- _What you have to do_
Count how many lines below contain the word "from", then give that number alone.

Top of Given records

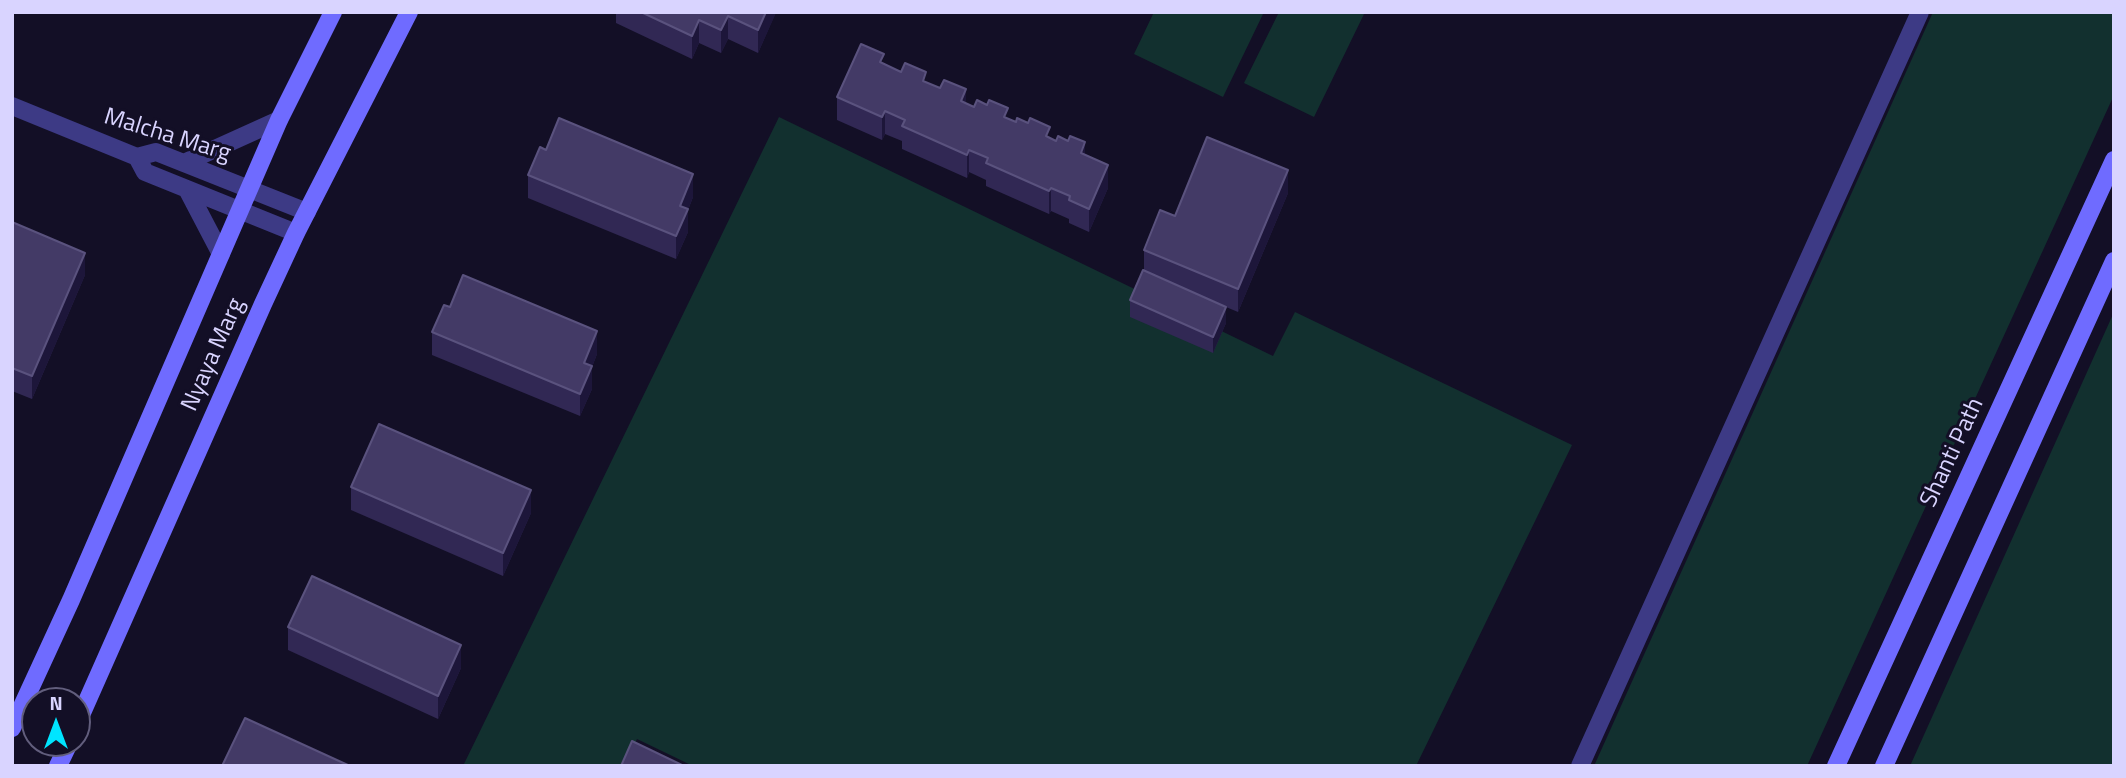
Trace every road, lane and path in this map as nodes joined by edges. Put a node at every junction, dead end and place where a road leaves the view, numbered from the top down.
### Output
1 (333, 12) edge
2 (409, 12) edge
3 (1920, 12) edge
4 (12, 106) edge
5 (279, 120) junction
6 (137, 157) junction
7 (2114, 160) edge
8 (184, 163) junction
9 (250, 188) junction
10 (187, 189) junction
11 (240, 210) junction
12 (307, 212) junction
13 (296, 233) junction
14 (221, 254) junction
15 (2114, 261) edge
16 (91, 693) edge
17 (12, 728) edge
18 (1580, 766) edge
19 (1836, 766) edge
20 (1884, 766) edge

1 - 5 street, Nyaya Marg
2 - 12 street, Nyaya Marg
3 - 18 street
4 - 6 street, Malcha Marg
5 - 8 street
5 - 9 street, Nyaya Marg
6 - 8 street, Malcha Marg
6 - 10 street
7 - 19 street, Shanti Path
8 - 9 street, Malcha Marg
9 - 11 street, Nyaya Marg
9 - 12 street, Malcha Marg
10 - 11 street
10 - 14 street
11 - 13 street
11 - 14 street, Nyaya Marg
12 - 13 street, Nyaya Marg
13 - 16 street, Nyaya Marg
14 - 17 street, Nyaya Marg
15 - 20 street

Bottom of Given records
Top of Given records

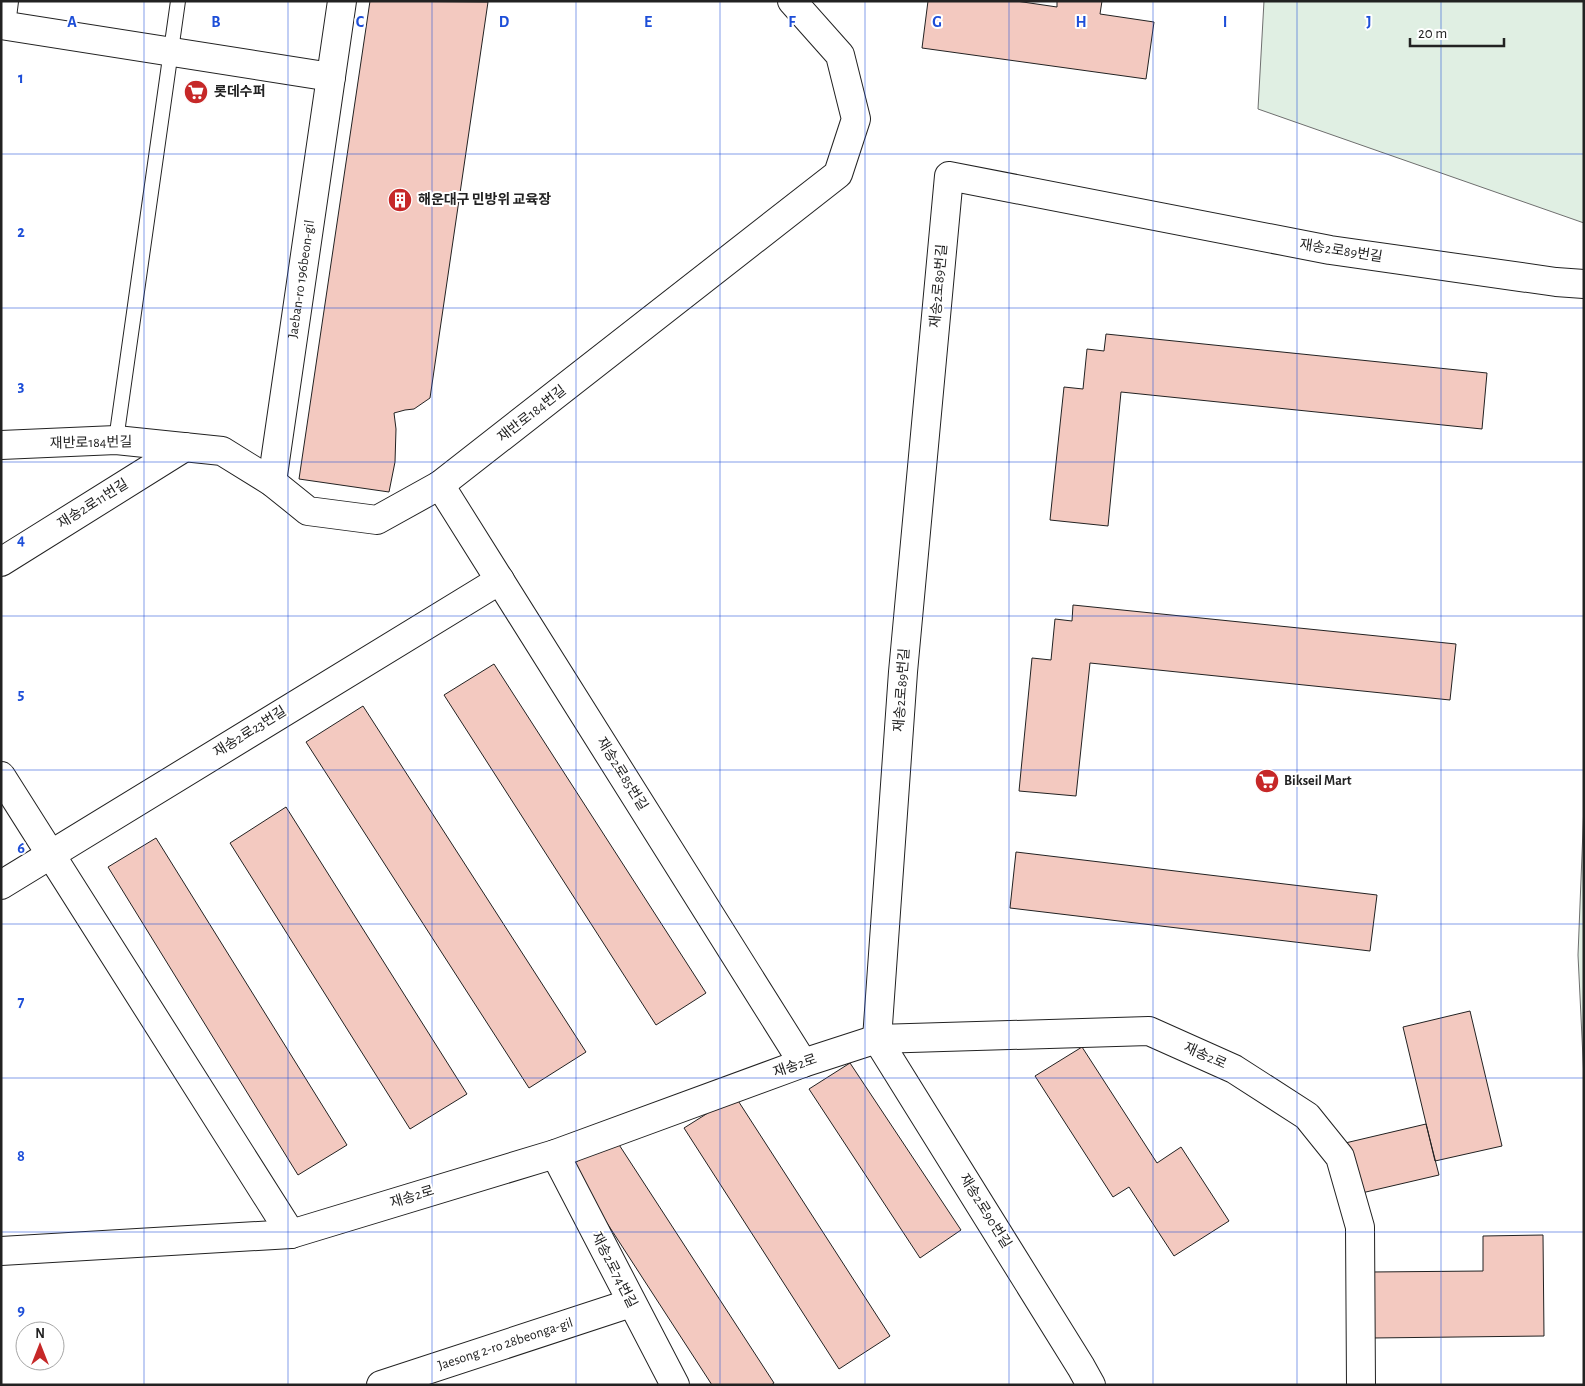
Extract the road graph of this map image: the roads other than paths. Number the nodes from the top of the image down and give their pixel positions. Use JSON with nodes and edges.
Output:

Bottom of Given records

- _Reply_
2